The Departure from Fort Clatsop
Clymer’s painting depicts the Corps of Discovery’s departure from Fort Clatsop in late March 1806, as the expedition began its return journey east. The composition shows the party loading and launching dugout canoes into the waters near the Pacific coast, with men carrying gear, paddles raised, and the small wooden stockade of Fort Clatsop visible behind them through the dense coastal forest. Clymer paints the scene under the overcast, damp light characteristic of Oregon’s Pacific slope in early spring, with Sitka spruce and hemlock framing the figures. The handling is loose but representational, with attention to the worn buckskin clothing, the construction of the cottonwood and pine canoes, and the muddy bank where the party assembled.

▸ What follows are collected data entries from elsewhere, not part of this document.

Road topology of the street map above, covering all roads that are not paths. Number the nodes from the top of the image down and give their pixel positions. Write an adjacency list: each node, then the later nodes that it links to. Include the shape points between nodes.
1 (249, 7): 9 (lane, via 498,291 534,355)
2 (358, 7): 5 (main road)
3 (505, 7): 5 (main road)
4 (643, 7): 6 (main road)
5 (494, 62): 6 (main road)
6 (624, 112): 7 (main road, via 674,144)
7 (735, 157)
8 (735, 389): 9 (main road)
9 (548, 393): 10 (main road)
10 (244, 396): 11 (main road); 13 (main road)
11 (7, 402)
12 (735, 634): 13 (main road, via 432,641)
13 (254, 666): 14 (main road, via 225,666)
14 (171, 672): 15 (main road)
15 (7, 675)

The expedition left Fort Clatsop on March 23, 1806, after a wet and dispiriting winter during which the men had subsisted largely on elk and traded with the Clatsop and Chinook peoples for fish and roots. Lewis and Clark had originally intended to remain until April but departed early because of dwindling supplies and the poor quality of the local elk. The party took five canoes up the Columbia and toward the Nez Perce country, where their horses had been left the previous autumn. Clymer’s painting captures the moment of pushing off—an episode less frequently illustrated than the arrival at the Pacific or the meeting with Sacagawea’s people.

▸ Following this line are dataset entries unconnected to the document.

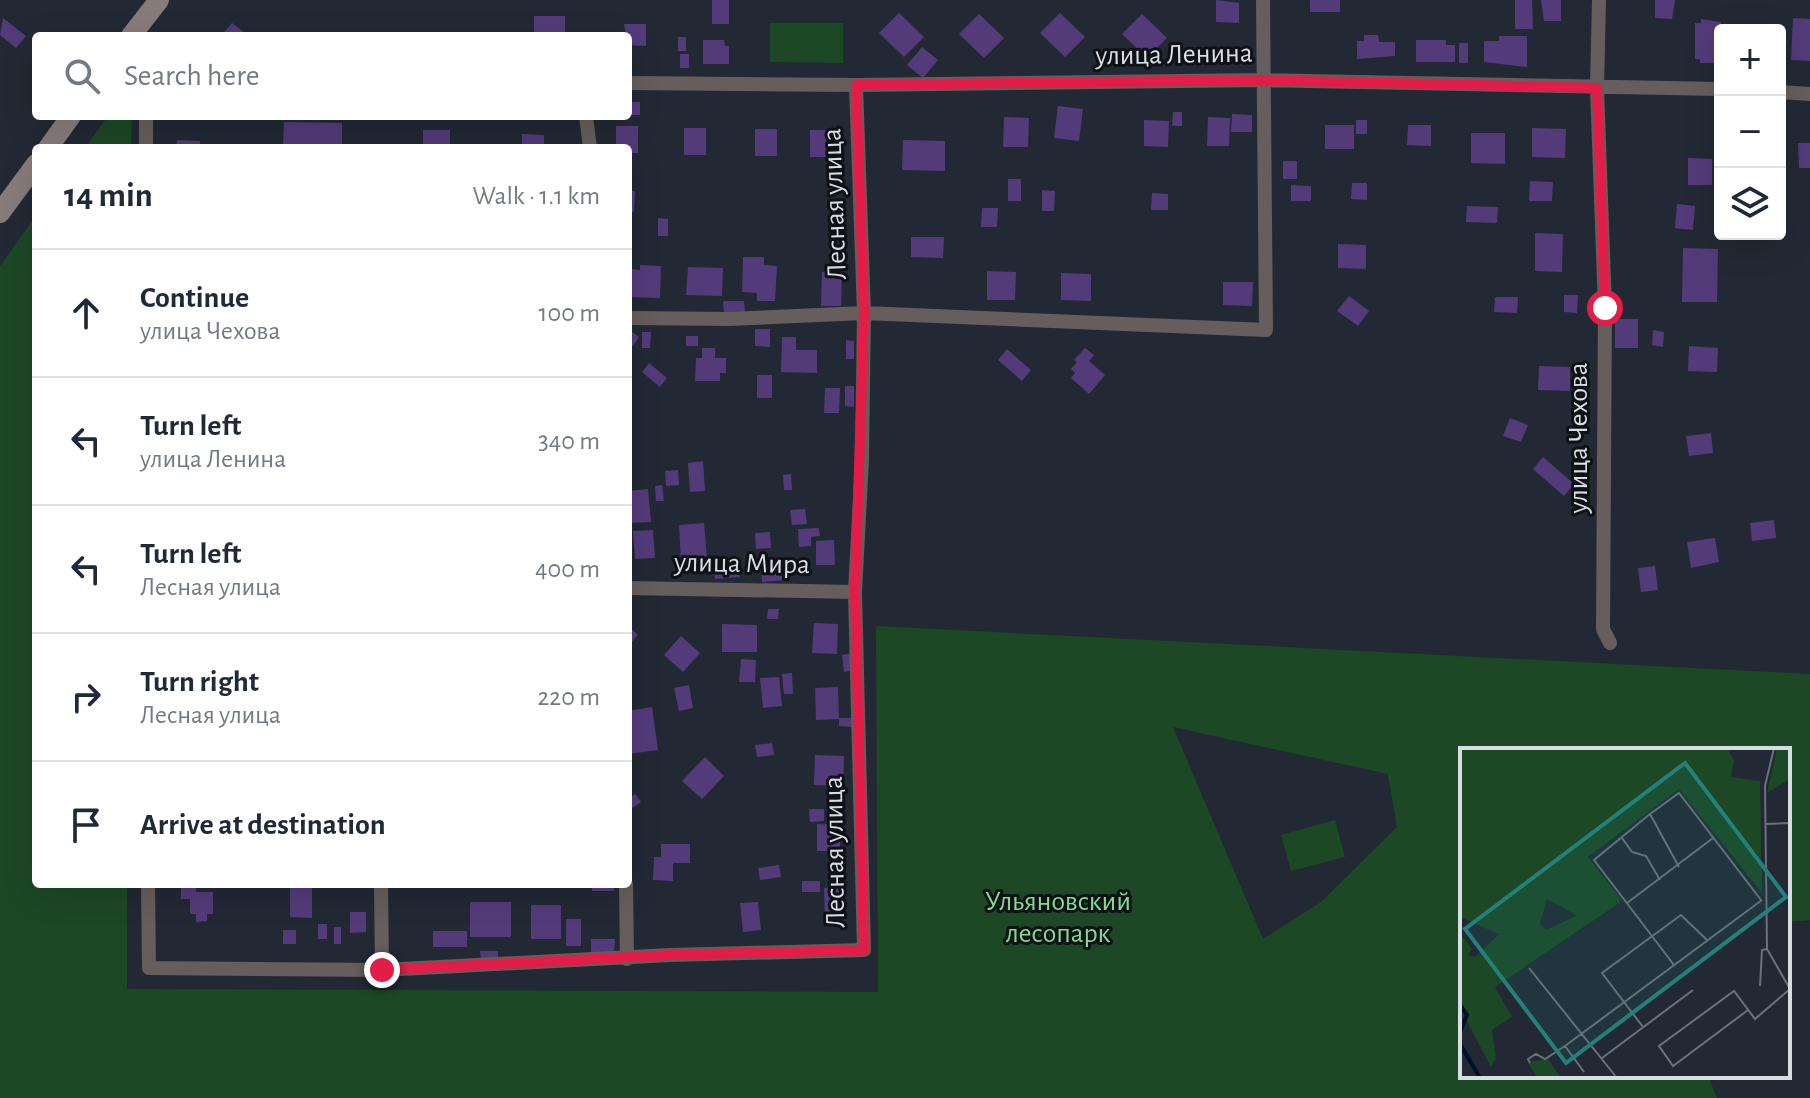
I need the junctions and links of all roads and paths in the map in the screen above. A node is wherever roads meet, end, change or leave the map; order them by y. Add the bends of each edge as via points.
1 (159, 0) edge
2 (1263, 0) edge
3 (1599, 0) edge
4 (134, 32) edge
5 (1263, 80) junction
6 (632, 83) edge
7 (856, 85) junction
8 (1597, 88) junction
9 (1714, 89) edge
10 (1786, 92) edge
11 (1810, 94) edge
12 (68, 120) edge
13 (146, 120) edge
14 (586, 120) edge
15 (51, 144) edge
16 (146, 144) edge
17 (590, 144) edge
18 (32, 169) edge
19 (0, 213) edge
20 (864, 313) junction
21 (632, 318) edge
22 (632, 588) edge
23 (855, 592) junction
24 (1610, 643) dead end
25 (148, 888) edge
26 (381, 888) edge
27 (626, 888) edge
28 (627, 959) junction
29 (382, 970) junction

1 - 4 main road
2 - 5 street
3 - 8 street, улица Чехова
5 - 7 street, улица Ленина
5 - 8 street, улица Ленина
5 - 20 street via 1266,330
6 - 7 street, улица Ленина
7 - 20 street, Лесная улица
8 - 9 street, улица Ленина
8 - 24 street, улица Чехова via 1605,308 1603,629
10 - 11 street
12 - 15 main road
13 - 16 street
14 - 17 street
18 - 19 main road
20 - 21 street
20 - 23 street, Лесная улица
22 - 23 street, улица Мира
23 - 28 street, Лесная улица via 864,950
25 - 29 street, Лесная улица via 149,968
26 - 29 street
27 - 28 street
28 - 29 street, Лесная улица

John Ford Clymer (1907–1989) spent the early part of his career as a commercial illustrator, producing more than eighty covers for The Saturday Evening Post before turning, in the late 1960s, to easel painting devoted to western historical subjects. He produced a substantial body of work on the Lewis and Clark Expedition during the 1970s, researching costume, equipment, and topography on site in Montana, Idaho, Oregon, and Washington. The Departure from Fort Clatsop belongs to this mature phase of his career, when his Lewis and Clark canvases circulated widely through reproductions and helped shape late-twentieth-century popular imagery of the expedition. The original is held in a private collection. Clymer’s work is represented institutionally by the Clymer Museum of Art in Ellensburg, Washington, his hometown.